**** Entries provided ****

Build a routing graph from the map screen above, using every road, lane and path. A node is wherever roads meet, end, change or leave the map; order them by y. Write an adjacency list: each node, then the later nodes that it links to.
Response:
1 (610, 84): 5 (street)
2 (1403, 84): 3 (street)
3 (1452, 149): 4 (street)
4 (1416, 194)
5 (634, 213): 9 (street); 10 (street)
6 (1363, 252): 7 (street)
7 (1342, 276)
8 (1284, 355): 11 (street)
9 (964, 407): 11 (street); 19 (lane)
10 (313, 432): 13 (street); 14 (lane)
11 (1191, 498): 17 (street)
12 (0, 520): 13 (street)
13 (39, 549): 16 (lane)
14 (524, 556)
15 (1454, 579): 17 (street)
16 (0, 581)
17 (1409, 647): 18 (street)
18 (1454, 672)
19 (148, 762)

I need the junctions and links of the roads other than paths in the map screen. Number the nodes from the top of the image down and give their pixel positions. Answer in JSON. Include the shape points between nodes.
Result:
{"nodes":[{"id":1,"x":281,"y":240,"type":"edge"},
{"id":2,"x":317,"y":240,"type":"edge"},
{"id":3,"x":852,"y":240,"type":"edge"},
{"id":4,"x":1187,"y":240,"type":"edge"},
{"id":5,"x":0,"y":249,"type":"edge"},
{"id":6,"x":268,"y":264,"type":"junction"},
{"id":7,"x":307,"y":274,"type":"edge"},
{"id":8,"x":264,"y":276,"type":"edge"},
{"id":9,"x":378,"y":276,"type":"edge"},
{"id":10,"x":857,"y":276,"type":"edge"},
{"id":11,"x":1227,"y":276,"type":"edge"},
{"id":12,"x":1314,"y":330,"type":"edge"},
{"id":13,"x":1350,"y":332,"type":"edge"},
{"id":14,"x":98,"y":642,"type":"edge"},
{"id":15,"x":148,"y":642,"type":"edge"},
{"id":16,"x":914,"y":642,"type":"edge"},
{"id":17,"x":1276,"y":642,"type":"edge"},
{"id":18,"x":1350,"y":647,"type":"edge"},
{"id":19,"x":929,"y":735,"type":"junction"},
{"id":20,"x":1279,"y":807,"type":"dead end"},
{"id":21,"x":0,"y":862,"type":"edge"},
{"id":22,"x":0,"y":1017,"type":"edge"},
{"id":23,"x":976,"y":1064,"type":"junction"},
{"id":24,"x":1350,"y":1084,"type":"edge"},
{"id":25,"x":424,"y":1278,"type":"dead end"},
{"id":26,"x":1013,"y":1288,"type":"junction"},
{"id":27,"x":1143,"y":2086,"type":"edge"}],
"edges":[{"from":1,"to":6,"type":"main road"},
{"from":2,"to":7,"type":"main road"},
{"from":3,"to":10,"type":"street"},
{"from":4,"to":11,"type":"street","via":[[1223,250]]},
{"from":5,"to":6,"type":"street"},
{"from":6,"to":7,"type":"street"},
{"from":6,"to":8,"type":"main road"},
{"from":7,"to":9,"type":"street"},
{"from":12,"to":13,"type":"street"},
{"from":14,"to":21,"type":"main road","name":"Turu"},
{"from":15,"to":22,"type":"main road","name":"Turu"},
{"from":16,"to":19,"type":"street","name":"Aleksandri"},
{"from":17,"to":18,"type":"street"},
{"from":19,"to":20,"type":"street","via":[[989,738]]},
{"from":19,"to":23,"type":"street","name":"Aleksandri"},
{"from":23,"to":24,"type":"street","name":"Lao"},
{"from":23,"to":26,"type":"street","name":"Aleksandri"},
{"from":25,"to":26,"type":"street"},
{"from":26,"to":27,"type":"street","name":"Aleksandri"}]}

****

» Work required:
Lines of the data that include the string "lane" are to be counted; report the total by itself.

» Answer to the problem:
4